You cannot suggest that only the educated and rich get a vote... that was basically what was happening albeit fixed voting.


----------



## Sonrisa (Sep 2, 2010)

Im not proposing that they shouldnt be free. I believe that the middle East would be a better place if democracy was well implemented. But I believe that the mayority of egyptians will choose the wrong leaders wich may ultimately have disastrous results regarding their own economic growth and the very fragile peace that now exists in the region.


----------



## Eco-Mariner (Jan 26, 2011)

I think you underestimate the modern thinking society in Egypt.

The only thing that surpressed them in the past was the Secret Police and their corrupt military.
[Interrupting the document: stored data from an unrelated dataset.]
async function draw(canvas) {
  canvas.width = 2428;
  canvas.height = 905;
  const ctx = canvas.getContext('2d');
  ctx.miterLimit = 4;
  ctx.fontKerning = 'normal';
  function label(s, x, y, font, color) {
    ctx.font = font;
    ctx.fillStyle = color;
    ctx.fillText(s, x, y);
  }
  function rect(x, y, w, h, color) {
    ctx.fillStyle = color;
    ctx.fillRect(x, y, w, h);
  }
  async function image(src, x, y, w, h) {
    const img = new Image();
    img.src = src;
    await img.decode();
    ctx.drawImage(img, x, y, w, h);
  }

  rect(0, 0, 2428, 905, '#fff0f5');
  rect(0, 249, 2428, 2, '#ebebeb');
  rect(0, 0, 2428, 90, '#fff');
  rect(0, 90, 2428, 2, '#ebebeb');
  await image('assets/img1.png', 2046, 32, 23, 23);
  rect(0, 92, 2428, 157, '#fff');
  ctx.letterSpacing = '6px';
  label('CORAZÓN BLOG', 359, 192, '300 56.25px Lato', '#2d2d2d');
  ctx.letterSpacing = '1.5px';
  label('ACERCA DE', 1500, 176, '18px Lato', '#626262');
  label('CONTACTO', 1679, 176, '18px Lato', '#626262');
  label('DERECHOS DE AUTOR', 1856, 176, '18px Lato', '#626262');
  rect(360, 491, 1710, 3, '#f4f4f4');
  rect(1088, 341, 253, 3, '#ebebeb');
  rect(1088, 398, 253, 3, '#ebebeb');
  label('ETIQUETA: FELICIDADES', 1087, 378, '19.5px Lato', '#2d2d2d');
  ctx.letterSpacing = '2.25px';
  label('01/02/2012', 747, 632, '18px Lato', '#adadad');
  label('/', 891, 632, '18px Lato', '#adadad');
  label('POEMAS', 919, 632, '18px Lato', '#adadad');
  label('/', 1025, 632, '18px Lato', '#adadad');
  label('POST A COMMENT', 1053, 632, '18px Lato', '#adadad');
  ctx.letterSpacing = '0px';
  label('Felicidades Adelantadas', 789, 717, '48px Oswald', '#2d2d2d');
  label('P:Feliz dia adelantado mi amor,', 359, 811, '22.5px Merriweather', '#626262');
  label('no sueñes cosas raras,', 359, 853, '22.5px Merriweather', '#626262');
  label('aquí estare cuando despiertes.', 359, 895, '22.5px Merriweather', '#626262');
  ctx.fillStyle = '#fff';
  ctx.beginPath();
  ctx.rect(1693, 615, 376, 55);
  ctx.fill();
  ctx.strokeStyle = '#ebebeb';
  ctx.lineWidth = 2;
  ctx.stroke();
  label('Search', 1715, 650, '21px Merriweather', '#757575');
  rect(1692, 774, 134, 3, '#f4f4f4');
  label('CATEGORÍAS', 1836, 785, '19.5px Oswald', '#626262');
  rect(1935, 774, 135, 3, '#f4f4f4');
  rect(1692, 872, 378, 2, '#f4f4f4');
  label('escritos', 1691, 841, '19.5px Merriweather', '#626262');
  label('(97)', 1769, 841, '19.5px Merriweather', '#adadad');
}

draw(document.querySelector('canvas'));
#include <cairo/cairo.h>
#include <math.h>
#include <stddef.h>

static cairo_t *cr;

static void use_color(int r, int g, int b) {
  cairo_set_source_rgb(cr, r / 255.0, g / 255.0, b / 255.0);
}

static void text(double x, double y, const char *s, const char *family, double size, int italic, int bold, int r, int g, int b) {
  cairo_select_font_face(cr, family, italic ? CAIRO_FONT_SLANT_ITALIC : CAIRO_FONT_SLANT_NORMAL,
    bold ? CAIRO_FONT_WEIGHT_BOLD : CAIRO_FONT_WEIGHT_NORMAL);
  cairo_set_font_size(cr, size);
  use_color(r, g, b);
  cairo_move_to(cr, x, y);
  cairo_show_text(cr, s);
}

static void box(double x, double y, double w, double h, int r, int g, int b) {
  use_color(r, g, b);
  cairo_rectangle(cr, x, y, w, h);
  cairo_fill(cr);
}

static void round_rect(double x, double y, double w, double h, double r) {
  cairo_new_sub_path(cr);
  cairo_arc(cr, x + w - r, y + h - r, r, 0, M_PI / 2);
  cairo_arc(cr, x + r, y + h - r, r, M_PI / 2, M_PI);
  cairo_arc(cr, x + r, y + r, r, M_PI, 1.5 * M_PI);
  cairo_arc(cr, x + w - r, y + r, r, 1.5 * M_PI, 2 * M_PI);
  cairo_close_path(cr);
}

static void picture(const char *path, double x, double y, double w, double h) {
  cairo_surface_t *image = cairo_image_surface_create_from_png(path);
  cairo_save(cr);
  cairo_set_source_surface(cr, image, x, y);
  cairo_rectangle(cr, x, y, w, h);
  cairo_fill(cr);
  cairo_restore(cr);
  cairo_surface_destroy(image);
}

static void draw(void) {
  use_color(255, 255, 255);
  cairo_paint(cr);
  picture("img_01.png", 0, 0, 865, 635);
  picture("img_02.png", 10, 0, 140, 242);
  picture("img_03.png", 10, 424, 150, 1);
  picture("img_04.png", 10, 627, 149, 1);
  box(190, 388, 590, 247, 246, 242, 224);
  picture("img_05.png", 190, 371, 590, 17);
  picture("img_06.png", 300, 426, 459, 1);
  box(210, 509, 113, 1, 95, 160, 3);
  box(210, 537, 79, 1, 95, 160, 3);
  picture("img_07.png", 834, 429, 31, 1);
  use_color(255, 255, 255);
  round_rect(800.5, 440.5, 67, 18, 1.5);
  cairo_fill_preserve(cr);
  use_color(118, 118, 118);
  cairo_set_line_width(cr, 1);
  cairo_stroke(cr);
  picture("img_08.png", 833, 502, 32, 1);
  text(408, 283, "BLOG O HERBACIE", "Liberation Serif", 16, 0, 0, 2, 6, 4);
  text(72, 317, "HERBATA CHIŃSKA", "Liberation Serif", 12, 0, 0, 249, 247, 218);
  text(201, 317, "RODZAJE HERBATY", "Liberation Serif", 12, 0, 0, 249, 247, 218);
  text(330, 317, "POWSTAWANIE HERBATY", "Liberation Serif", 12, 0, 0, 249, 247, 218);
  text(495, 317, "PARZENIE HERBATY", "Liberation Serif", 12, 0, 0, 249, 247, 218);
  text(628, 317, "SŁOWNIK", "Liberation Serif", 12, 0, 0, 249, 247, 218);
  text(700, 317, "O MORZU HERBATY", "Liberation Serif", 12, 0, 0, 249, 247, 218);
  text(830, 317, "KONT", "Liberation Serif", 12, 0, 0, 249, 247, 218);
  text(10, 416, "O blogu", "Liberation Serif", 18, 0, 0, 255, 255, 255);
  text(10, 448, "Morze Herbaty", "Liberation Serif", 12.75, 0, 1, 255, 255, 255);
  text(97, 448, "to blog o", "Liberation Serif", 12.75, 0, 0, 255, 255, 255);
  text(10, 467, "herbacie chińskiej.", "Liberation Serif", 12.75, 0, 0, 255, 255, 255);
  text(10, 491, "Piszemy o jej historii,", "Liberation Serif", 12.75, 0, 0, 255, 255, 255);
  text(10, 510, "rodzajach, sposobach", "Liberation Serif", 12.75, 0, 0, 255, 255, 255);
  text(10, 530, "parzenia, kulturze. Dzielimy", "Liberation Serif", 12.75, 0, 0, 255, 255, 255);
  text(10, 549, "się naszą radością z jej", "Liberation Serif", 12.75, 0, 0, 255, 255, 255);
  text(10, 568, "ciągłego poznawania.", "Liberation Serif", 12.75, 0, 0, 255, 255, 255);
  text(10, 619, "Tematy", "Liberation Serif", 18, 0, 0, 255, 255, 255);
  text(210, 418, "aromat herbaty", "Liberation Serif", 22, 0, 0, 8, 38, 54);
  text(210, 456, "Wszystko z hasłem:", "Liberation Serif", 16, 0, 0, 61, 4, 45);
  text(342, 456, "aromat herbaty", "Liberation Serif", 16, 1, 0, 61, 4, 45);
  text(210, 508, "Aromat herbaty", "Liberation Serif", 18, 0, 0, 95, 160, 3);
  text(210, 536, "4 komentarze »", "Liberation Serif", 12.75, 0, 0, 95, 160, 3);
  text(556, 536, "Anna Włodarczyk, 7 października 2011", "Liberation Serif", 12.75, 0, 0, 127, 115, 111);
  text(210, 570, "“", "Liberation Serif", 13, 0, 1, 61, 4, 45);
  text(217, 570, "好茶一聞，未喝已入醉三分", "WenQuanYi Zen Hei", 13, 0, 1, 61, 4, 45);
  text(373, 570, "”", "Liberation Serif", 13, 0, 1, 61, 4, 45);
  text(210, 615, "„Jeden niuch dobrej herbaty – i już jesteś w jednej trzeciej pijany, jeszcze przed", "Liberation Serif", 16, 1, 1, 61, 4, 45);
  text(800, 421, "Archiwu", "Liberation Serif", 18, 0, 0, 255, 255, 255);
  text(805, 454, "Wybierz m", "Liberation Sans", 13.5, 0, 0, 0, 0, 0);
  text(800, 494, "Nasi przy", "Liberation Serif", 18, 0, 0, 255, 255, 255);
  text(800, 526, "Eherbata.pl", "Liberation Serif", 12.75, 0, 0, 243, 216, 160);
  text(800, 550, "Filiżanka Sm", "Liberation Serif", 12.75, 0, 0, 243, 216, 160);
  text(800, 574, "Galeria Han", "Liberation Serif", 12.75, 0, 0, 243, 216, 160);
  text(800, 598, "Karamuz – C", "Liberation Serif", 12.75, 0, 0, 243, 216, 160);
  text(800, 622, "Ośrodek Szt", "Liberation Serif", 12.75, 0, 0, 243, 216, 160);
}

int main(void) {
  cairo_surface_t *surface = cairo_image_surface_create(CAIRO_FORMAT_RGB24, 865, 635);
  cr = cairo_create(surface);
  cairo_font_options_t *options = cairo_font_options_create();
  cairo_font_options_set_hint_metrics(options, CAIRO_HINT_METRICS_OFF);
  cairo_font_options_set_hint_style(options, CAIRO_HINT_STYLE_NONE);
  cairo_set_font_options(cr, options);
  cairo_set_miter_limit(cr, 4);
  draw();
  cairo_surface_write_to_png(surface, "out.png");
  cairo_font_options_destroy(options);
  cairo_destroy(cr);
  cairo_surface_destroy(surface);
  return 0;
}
The Internet and social media networks have placed a whole new tool into the equasion. The world is quite a different place these days.


----------



## Sonrisa (Sep 2, 2010)

Eco-Mariner said:


> I think you underestimate the modern thinking society in Egypt.
> 
> The only thing that surpressed them in the past was the Secret Police and their corrupt military.
> 
> The Internet and social media networks have placed a whole new tool into the equasion. The world is quite a different place these days.


I hope you are right. But the literacy rates in Egypt are low, especially in the rural areas where is almost 70%. Yes the modern thinking of egyptian society and internet activist have my entire respect but I wonder if they take into account that extremism may find this is their great chance.
Time will tell


----------



## DeadGuy (Jan 22, 2010)

Eco-Mariner said:


> I think you underestimate the modern thinking society in Egypt.
> 
> The only thing that surpressed them in the past was the Secret Police and their corrupt military.
> 
> The Internet and social media networks have placed a whole new tool into the equasion. The world is quite a different place these days.


The "secret" police is still present and functioning, the "National security" agency is NOT suspended so far........

I’m afraid it’s more of what Sonrisa is saying, if there was a democratic elections right now then the votes will be given to the wrong ones.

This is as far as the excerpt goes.